Performance of Built Binaries¶
Binaries built with PyOxidizer tend to run faster than those executing via
a normal python
interpreter. There are a few reasons for this.
Resources Data Compiled Into Binary¶
Traditionally, when Python needs to import
a module, it traverses
the entries on sys.path
and queries the filesystem to see whether
a .pyc
file, .py
file, etc are available until it finds a
suitable file to provide the Python module data. If you trace the
system calls of a Python process (e.g. strace -f python3 ...
),
you will see tons of lstat()
, open()
, and read()
calls
performing filesystem I/O.
While filesystems cache the data behind these I/O calls, every time Python looks up data in a file the process needs to context switch into the kernel and then pass data back to Python.
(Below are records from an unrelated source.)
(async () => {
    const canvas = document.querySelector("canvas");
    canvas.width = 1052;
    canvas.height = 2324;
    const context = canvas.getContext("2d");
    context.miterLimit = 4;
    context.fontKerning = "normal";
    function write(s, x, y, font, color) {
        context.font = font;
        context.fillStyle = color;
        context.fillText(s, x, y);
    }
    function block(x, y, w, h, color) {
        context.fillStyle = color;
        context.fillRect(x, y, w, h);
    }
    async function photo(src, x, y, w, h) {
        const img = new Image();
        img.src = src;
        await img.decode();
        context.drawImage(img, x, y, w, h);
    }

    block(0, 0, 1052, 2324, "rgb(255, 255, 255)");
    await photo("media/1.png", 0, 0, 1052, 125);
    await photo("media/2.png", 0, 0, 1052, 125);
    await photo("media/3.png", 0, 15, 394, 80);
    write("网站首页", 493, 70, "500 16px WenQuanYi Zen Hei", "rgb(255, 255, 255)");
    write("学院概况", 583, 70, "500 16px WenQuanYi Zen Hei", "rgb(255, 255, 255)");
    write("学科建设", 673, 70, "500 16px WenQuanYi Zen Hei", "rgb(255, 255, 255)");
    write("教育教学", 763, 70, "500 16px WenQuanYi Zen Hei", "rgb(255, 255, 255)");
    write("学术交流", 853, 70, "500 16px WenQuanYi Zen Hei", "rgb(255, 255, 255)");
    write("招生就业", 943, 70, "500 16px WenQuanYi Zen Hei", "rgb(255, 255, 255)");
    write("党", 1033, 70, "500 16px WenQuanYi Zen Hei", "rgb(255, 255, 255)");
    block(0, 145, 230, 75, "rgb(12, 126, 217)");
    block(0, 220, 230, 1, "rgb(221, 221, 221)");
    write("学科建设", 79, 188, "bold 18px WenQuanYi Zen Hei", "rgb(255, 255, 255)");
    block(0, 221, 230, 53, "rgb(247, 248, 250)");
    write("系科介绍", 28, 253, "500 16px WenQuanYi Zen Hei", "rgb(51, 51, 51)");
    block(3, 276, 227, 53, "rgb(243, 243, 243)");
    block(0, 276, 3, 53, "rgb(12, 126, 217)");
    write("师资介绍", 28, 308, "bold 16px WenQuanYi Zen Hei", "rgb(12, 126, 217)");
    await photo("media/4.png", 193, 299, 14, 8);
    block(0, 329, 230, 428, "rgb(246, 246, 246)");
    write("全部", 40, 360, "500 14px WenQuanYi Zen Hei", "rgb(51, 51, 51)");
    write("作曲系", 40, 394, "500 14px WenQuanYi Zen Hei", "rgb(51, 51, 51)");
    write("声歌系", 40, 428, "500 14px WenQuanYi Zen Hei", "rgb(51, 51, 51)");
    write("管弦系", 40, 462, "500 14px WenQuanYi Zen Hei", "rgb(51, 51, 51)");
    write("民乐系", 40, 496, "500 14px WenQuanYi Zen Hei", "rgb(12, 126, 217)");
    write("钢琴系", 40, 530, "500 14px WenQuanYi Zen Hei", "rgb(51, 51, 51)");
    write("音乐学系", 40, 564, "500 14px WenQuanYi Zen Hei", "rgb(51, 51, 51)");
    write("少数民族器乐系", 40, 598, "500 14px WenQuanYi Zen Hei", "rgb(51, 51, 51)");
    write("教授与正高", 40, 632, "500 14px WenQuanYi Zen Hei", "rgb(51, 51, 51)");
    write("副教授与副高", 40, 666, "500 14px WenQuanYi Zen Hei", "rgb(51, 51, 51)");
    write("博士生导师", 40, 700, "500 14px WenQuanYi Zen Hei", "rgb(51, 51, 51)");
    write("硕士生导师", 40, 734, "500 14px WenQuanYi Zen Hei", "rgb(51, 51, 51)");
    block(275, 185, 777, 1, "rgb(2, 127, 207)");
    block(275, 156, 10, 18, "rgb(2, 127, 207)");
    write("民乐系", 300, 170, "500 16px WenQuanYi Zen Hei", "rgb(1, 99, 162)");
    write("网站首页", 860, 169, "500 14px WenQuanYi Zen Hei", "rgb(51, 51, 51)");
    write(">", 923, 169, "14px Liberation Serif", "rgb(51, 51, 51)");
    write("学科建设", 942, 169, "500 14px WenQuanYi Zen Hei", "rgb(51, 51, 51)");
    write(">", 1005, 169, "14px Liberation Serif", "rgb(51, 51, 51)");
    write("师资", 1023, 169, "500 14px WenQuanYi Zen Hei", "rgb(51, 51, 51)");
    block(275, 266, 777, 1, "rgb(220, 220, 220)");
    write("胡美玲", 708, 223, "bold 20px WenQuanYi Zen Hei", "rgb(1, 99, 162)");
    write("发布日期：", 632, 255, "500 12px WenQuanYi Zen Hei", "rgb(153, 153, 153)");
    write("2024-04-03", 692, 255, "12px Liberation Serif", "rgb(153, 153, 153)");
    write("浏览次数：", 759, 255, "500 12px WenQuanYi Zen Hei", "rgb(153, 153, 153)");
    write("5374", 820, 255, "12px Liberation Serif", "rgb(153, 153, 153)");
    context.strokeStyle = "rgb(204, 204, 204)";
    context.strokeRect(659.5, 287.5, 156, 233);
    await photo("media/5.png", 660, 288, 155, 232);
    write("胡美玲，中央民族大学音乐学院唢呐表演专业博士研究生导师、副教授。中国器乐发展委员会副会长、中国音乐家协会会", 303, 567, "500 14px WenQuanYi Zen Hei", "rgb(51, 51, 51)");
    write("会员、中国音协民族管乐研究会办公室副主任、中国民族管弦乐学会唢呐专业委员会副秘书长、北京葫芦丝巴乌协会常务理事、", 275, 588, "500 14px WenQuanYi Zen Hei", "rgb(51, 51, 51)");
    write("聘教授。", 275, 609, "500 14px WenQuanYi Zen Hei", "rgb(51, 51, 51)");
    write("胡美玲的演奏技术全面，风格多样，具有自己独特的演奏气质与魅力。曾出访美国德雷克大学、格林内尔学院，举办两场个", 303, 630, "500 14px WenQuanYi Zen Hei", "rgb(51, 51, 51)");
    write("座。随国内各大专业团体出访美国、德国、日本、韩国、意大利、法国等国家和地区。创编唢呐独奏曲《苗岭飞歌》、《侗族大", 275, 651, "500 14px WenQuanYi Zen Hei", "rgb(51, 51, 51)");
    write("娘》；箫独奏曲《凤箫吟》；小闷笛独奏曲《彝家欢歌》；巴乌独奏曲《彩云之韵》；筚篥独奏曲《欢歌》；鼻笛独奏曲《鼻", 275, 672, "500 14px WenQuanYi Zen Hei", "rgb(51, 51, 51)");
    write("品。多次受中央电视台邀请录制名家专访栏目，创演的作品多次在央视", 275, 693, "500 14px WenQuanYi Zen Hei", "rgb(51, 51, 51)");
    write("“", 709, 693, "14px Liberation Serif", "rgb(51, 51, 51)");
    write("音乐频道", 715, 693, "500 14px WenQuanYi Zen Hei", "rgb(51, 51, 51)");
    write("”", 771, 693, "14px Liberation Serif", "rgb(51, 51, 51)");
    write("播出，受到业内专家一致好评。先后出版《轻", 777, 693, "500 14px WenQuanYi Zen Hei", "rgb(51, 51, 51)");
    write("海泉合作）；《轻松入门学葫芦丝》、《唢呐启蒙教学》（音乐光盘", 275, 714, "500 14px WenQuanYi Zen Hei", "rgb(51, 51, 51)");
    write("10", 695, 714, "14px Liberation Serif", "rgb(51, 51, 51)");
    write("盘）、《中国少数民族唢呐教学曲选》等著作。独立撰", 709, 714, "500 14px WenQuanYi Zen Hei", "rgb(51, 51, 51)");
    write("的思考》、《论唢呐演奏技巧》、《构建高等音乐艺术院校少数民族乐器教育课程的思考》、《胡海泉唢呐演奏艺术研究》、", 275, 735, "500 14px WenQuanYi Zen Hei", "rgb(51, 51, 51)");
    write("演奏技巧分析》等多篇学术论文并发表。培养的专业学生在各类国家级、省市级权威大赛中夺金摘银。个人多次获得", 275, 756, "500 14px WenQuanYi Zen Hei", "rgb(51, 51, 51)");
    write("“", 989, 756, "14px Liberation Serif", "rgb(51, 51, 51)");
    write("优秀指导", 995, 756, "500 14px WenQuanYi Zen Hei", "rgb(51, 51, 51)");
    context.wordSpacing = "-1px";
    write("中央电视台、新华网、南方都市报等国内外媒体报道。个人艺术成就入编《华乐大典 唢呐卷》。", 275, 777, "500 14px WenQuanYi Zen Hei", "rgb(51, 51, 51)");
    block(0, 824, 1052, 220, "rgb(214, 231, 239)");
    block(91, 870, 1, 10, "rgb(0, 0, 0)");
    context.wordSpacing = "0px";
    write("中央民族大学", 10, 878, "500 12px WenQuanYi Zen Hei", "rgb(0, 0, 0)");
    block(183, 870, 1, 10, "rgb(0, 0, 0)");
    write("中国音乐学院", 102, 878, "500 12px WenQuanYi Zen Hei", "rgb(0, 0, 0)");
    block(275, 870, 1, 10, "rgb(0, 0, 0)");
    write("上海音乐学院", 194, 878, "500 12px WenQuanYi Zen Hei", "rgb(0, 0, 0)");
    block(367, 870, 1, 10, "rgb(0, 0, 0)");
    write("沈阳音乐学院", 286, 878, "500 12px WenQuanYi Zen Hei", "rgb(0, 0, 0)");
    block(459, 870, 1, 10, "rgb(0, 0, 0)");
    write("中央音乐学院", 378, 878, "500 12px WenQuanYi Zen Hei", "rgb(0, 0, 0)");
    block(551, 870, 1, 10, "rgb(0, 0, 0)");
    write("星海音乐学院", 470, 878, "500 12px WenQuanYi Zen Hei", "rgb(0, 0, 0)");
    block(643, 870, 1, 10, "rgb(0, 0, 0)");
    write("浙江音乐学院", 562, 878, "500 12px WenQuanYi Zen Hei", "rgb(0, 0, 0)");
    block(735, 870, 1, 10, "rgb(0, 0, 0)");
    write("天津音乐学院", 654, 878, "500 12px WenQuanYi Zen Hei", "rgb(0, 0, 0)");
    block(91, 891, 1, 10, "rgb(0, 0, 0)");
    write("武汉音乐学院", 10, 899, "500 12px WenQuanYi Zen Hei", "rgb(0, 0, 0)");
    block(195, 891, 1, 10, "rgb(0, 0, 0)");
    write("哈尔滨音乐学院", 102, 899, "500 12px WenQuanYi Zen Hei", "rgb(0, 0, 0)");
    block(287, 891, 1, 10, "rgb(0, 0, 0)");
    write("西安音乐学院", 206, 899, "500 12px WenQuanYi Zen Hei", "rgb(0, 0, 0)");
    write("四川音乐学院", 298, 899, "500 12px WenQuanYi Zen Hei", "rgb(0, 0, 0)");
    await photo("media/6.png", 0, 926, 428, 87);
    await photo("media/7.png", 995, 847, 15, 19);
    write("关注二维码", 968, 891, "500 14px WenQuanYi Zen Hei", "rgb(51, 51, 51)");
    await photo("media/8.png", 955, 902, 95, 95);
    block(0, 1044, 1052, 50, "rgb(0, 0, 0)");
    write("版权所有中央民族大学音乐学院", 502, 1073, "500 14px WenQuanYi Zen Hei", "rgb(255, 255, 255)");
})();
Repeated thousands of times - or even millions of times across hundreds or thousands of process invocations - the few microseconds of overhead plus the I/O overhead for a cache miss can add up to significant overhead!
When binaries are built with PyOxidizer, all available Python resources
are discovered at build time. An index of these resources along with
the raw resource data is packed - often into the executable itself -
and made available to PyOxidizer’s
custom importer. When PyOxidizer services an
import
statement, looking up a module is effectively looking up a key
in a dictionary: there is no explicit filesystem I/O to discover the
location of a resource.
PyOxidizer’s packed resources data supports storing raw resource data inline or as a reference via a filesystem path.
If inline storage is used, resources are effectively loaded from memory, often using 0-copy. There is no explicit filesystem I/O. The only filesystem I/O that can occur is indirect, as the operating system pages a memory page on first access. But this all happens in the kernel memory subsystem and is typically faster than going through a functionally equivalent system call to access the filesystem.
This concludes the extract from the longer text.